▶ Task: Down to the last line, restate the records word for word, but not the pictures.

▶ Available data:
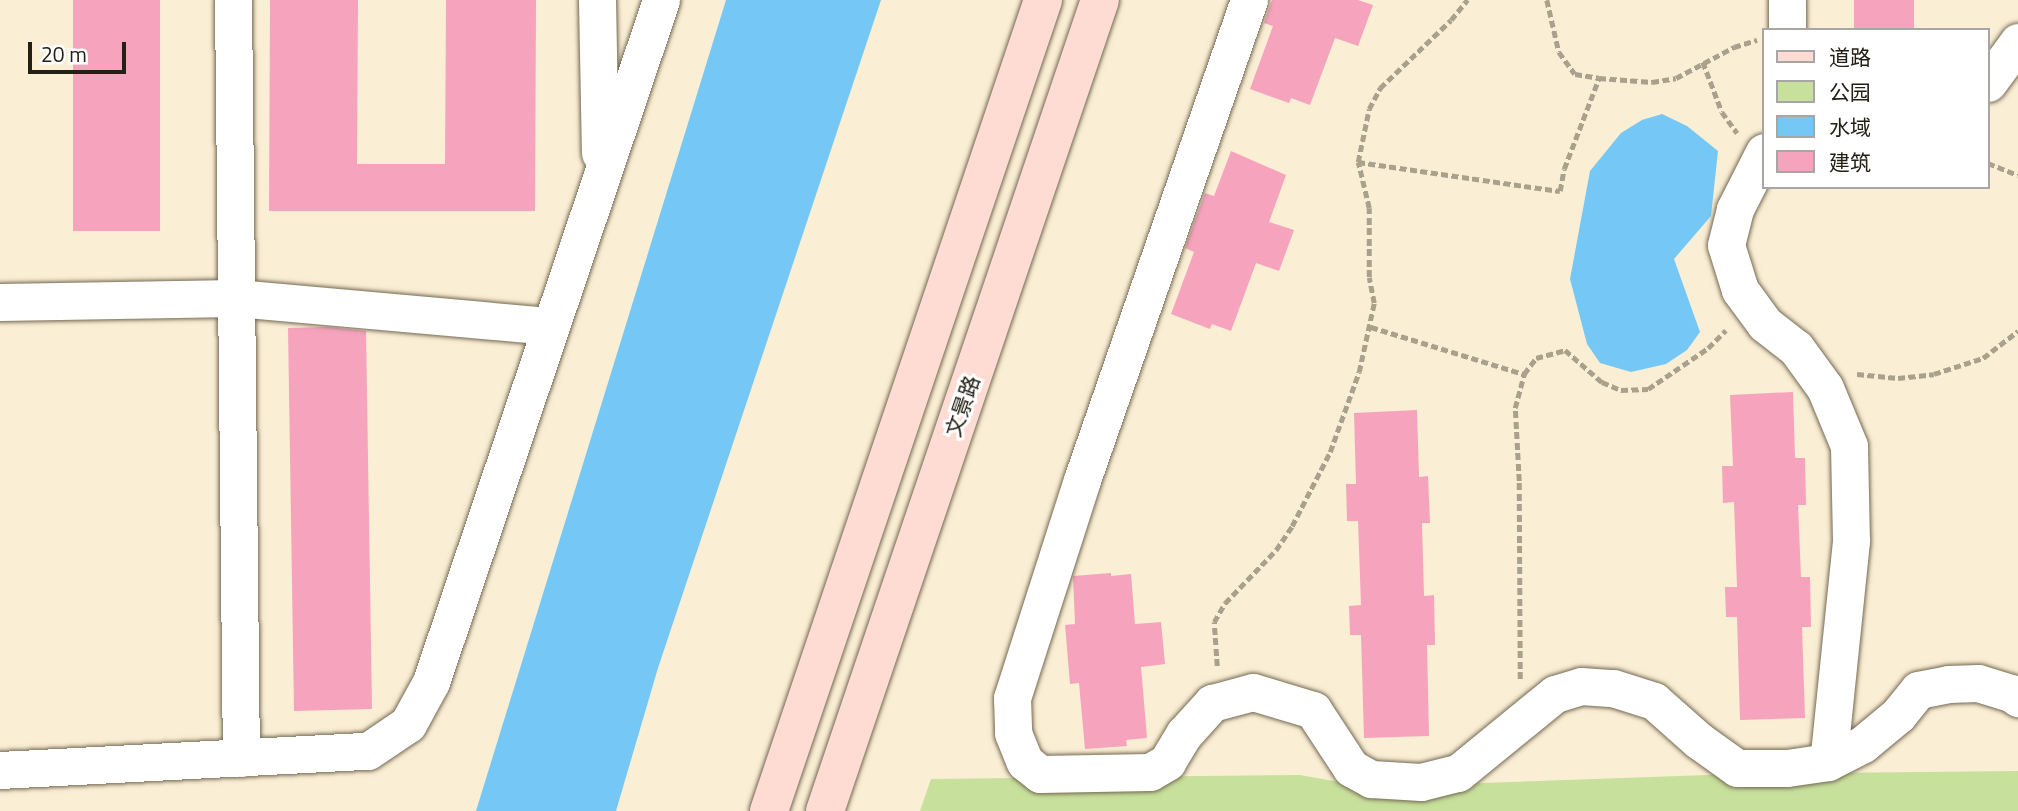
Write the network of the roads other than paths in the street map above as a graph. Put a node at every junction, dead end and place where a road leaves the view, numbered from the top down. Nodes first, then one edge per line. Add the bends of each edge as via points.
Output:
1 (233, 0) edge
2 (597, 0) edge
3 (661, 0) edge
4 (1043, 0) edge
5 (1100, 0) edge
6 (1249, 0) edge
7 (1787, 0) edge
8 (1787, 28) edge
9 (2018, 42) edge
10 (1990, 80) edge
11 (1762, 156) edge
12 (600, 178) junction
13 (236, 298) junction
14 (0, 302) edge
15 (551, 326) junction
16 (2018, 698) edge
17 (241, 758) junction
18 (1828, 762) junction
19 (0, 770) edge
20 (771, 804) edge
21 (825, 811) edge

1 - 13 lane
2 - 12 lane
3 - 12 lane
4 - 20 main road
5 - 21 main road, 文景路
6 - 18 lane via 1082,480 1012,698 1013,733 1025,762 1040,774 1150,772 1167,762 1184,734 1212,704 1253,692 1313,710 1350,768 1371,779 1421,782 1458,772 1555,694 1581,687 1613,688 1654,701 1737,768
7 - 8 lane
9 - 10 lane
11 - 18 lane via 1735,209 1726,245 1741,290 1765,324 1796,348 1825,388 1849,446 1851,541
12 - 15 lane
13 - 14 lane
13 - 15 lane
13 - 17 lane
15 - 17 lane via 432,681 408,724 368,751
16 - 18 lane via 1978,683 1918,690 1898,715 1863,744
17 - 19 lane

▶ Result below:
Write the network of the roads other than paths in the street map above as a graph. Put a node at every junction, dead end and place where a road leaves the view, numbered from the top down. Nodes first, then one edge per line. Add the bends of each edge as via points.
Output:
1 (233, 0) edge
2 (597, 0) edge
3 (661, 0) edge
4 (1043, 0) edge
5 (1100, 0) edge
6 (1249, 0) edge
7 (1787, 0) edge
8 (1787, 28) edge
9 (2018, 42) edge
10 (1990, 80) edge
11 (1762, 156) edge
12 (600, 178) junction
13 (236, 298) junction
14 (0, 302) edge
15 (551, 326) junction
16 (2018, 698) edge
17 (241, 758) junction
18 (1828, 762) junction
19 (0, 770) edge
20 (771, 804) edge
21 (825, 811) edge

1 - 13 lane
2 - 12 lane
3 - 12 lane
4 - 20 main road
5 - 21 main road, 文景路
6 - 18 lane via 1082,480 1012,698 1013,733 1025,762 1040,774 1150,772 1167,762 1184,734 1212,704 1253,692 1313,710 1350,768 1371,779 1421,782 1458,772 1555,694 1581,687 1613,688 1654,701 1737,768
7 - 8 lane
9 - 10 lane
11 - 18 lane via 1735,209 1726,245 1741,290 1765,324 1796,348 1825,388 1849,446 1851,541
12 - 15 lane
13 - 14 lane
13 - 15 lane
13 - 17 lane
15 - 17 lane via 432,681 408,724 368,751
16 - 18 lane via 1978,683 1918,690 1898,715 1863,744
17 - 19 lane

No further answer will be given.